### Work to complete
Each entry must be returned exactly. None may be omitted.

### Dataset content
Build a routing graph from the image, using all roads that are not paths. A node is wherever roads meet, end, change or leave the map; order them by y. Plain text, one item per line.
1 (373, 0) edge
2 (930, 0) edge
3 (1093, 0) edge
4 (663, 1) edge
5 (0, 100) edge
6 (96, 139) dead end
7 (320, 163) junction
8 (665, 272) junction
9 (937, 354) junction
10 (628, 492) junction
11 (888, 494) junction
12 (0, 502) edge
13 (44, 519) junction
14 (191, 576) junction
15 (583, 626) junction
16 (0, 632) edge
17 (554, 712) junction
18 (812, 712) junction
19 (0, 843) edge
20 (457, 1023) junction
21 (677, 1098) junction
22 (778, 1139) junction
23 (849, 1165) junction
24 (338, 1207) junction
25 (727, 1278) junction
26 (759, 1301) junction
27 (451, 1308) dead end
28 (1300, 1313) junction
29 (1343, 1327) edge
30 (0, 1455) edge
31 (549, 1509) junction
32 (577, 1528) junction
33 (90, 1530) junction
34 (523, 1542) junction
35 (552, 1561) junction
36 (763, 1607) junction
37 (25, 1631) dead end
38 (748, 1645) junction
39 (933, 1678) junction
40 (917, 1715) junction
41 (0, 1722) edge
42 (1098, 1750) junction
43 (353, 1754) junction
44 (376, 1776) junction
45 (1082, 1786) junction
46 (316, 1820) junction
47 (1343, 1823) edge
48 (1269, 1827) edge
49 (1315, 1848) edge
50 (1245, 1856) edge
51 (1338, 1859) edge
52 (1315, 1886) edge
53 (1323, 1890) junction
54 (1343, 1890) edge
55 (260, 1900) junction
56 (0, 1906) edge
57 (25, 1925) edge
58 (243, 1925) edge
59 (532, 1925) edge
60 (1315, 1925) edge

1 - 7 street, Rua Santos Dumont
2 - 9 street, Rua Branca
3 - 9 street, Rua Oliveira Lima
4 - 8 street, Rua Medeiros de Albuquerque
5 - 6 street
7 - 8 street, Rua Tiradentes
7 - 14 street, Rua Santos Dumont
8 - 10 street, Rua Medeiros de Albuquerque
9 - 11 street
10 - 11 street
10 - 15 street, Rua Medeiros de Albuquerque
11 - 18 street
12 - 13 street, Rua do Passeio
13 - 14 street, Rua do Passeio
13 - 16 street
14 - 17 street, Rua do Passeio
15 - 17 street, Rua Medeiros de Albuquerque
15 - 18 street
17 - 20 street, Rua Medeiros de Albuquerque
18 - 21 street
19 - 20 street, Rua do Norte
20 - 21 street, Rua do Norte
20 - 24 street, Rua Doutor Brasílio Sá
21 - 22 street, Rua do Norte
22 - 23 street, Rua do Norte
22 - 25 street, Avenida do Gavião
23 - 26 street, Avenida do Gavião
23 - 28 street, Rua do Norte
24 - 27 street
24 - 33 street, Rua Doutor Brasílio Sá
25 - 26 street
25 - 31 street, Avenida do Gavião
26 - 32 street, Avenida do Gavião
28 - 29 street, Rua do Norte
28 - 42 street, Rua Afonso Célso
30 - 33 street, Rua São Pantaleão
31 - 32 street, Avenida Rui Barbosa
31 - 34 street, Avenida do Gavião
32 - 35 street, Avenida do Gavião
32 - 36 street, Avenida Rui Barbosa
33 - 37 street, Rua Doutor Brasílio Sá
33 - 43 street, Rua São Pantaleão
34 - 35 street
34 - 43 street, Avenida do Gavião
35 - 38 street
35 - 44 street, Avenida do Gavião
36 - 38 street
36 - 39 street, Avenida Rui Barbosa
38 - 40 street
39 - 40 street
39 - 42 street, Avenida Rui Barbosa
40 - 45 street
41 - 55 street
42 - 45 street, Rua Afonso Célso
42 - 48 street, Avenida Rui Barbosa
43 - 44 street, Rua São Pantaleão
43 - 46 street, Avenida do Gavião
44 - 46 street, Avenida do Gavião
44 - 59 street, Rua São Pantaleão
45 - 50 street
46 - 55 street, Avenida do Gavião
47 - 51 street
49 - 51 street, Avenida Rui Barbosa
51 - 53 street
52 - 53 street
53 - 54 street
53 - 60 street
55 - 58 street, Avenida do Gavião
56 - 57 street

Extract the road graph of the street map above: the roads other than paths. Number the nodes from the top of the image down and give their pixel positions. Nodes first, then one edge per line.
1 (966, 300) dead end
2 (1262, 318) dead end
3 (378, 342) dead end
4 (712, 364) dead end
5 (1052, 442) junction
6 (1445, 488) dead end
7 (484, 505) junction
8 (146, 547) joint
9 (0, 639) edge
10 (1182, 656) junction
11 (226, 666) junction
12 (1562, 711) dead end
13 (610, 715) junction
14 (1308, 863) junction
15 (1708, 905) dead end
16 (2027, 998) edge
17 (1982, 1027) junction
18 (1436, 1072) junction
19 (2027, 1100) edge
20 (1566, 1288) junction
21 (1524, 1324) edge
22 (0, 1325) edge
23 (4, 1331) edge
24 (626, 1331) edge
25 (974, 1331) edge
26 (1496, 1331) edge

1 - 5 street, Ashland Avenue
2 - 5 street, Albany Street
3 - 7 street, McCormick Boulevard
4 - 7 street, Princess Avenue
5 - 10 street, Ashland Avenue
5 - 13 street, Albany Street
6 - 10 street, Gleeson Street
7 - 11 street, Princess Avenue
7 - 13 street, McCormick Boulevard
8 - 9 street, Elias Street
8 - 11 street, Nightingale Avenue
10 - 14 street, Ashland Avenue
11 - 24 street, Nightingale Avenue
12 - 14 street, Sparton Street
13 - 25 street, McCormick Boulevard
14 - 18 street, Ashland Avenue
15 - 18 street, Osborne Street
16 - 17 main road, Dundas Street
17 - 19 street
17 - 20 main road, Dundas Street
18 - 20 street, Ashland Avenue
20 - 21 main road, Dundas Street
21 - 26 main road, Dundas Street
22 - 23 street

### Answer section
Build a routing graph from the image, using all roads that are not paths. A node is wherever roads meet, end, change or leave the map; order them by y. Plain text, one item per line.
1 (373, 0) edge
2 (930, 0) edge
3 (1093, 0) edge
4 (663, 1) edge
5 (0, 100) edge
6 (96, 139) dead end
7 (320, 163) junction
8 (665, 272) junction
9 (937, 354) junction
10 (628, 492) junction
11 (888, 494) junction
12 (0, 502) edge
13 (44, 519) junction
14 (191, 576) junction
15 (583, 626) junction
16 (0, 632) edge
17 (554, 712) junction
18 (812, 712) junction
19 (0, 843) edge
20 (457, 1023) junction
21 (677, 1098) junction
22 (778, 1139) junction
23 (849, 1165) junction
24 (338, 1207) junction
25 (727, 1278) junction
26 (759, 1301) junction
27 (451, 1308) dead end
28 (1300, 1313) junction
29 (1343, 1327) edge
30 (0, 1455) edge
31 (549, 1509) junction
32 (577, 1528) junction
33 (90, 1530) junction
34 (523, 1542) junction
35 (552, 1561) junction
36 (763, 1607) junction
37 (25, 1631) dead end
38 (748, 1645) junction
39 (933, 1678) junction
40 (917, 1715) junction
41 (0, 1722) edge
42 (1098, 1750) junction
43 (353, 1754) junction
44 (376, 1776) junction
45 (1082, 1786) junction
46 (316, 1820) junction
47 (1343, 1823) edge
48 (1269, 1827) edge
49 (1315, 1848) edge
50 (1245, 1856) edge
51 (1338, 1859) edge
52 (1315, 1886) edge
53 (1323, 1890) junction
54 (1343, 1890) edge
55 (260, 1900) junction
56 (0, 1906) edge
57 (25, 1925) edge
58 (243, 1925) edge
59 (532, 1925) edge
60 (1315, 1925) edge

1 - 7 street, Rua Santos Dumont
2 - 9 street, Rua Branca
3 - 9 street, Rua Oliveira Lima
4 - 8 street, Rua Medeiros de Albuquerque
5 - 6 street
7 - 8 street, Rua Tiradentes
7 - 14 street, Rua Santos Dumont
8 - 10 street, Rua Medeiros de Albuquerque
9 - 11 street
10 - 11 street
10 - 15 street, Rua Medeiros de Albuquerque
11 - 18 street
12 - 13 street, Rua do Passeio
13 - 14 street, Rua do Passeio
13 - 16 street
14 - 17 street, Rua do Passeio
15 - 17 street, Rua Medeiros de Albuquerque
15 - 18 street
17 - 20 street, Rua Medeiros de Albuquerque
18 - 21 street
19 - 20 street, Rua do Norte
20 - 21 street, Rua do Norte
20 - 24 street, Rua Doutor Brasílio Sá
21 - 22 street, Rua do Norte
22 - 23 street, Rua do Norte
22 - 25 street, Avenida do Gavião
23 - 26 street, Avenida do Gavião
23 - 28 street, Rua do Norte
24 - 27 street
24 - 33 street, Rua Doutor Brasílio Sá
25 - 26 street
25 - 31 street, Avenida do Gavião
26 - 32 street, Avenida do Gavião
28 - 29 street, Rua do Norte
28 - 42 street, Rua Afonso Célso
30 - 33 street, Rua São Pantaleão
31 - 32 street, Avenida Rui Barbosa
31 - 34 street, Avenida do Gavião
32 - 35 street, Avenida do Gavião
32 - 36 street, Avenida Rui Barbosa
33 - 37 street, Rua Doutor Brasílio Sá
33 - 43 street, Rua São Pantaleão
34 - 35 street
34 - 43 street, Avenida do Gavião
35 - 38 street
35 - 44 street, Avenida do Gavião
36 - 38 street
36 - 39 street, Avenida Rui Barbosa
38 - 40 street
39 - 40 street
39 - 42 street, Avenida Rui Barbosa
40 - 45 street
41 - 55 street
42 - 45 street, Rua Afonso Célso
42 - 48 street, Avenida Rui Barbosa
43 - 44 street, Rua São Pantaleão
43 - 46 street, Avenida do Gavião
44 - 46 street, Avenida do Gavião
44 - 59 street, Rua São Pantaleão
45 - 50 street
46 - 55 street, Avenida do Gavião
47 - 51 street
49 - 51 street, Avenida Rui Barbosa
51 - 53 street
52 - 53 street
53 - 54 street
53 - 60 street
55 - 58 street, Avenida do Gavião
56 - 57 street

Extract the road graph of the street map above: the roads other than paths. Number the nodes from the top of the image down and give their pixel positions. Nodes first, then one edge per line.
1 (966, 300) dead end
2 (1262, 318) dead end
3 (378, 342) dead end
4 (712, 364) dead end
5 (1052, 442) junction
6 (1445, 488) dead end
7 (484, 505) junction
8 (146, 547) joint
9 (0, 639) edge
10 (1182, 656) junction
11 (226, 666) junction
12 (1562, 711) dead end
13 (610, 715) junction
14 (1308, 863) junction
15 (1708, 905) dead end
16 (2027, 998) edge
17 (1982, 1027) junction
18 (1436, 1072) junction
19 (2027, 1100) edge
20 (1566, 1288) junction
21 (1524, 1324) edge
22 (0, 1325) edge
23 (4, 1331) edge
24 (626, 1331) edge
25 (974, 1331) edge
26 (1496, 1331) edge

1 - 5 street, Ashland Avenue
2 - 5 street, Albany Street
3 - 7 street, McCormick Boulevard
4 - 7 street, Princess Avenue
5 - 10 street, Ashland Avenue
5 - 13 street, Albany Street
6 - 10 street, Gleeson Street
7 - 11 street, Princess Avenue
7 - 13 street, McCormick Boulevard
8 - 9 street, Elias Street
8 - 11 street, Nightingale Avenue
10 - 14 street, Ashland Avenue
11 - 24 street, Nightingale Avenue
12 - 14 street, Sparton Street
13 - 25 street, McCormick Boulevard
14 - 18 street, Ashland Avenue
15 - 18 street, Osborne Street
16 - 17 main road, Dundas Street
17 - 19 street
17 - 20 main road, Dundas Street
18 - 20 street, Ashland Avenue
20 - 21 main road, Dundas Street
21 - 26 main road, Dundas Street
22 - 23 street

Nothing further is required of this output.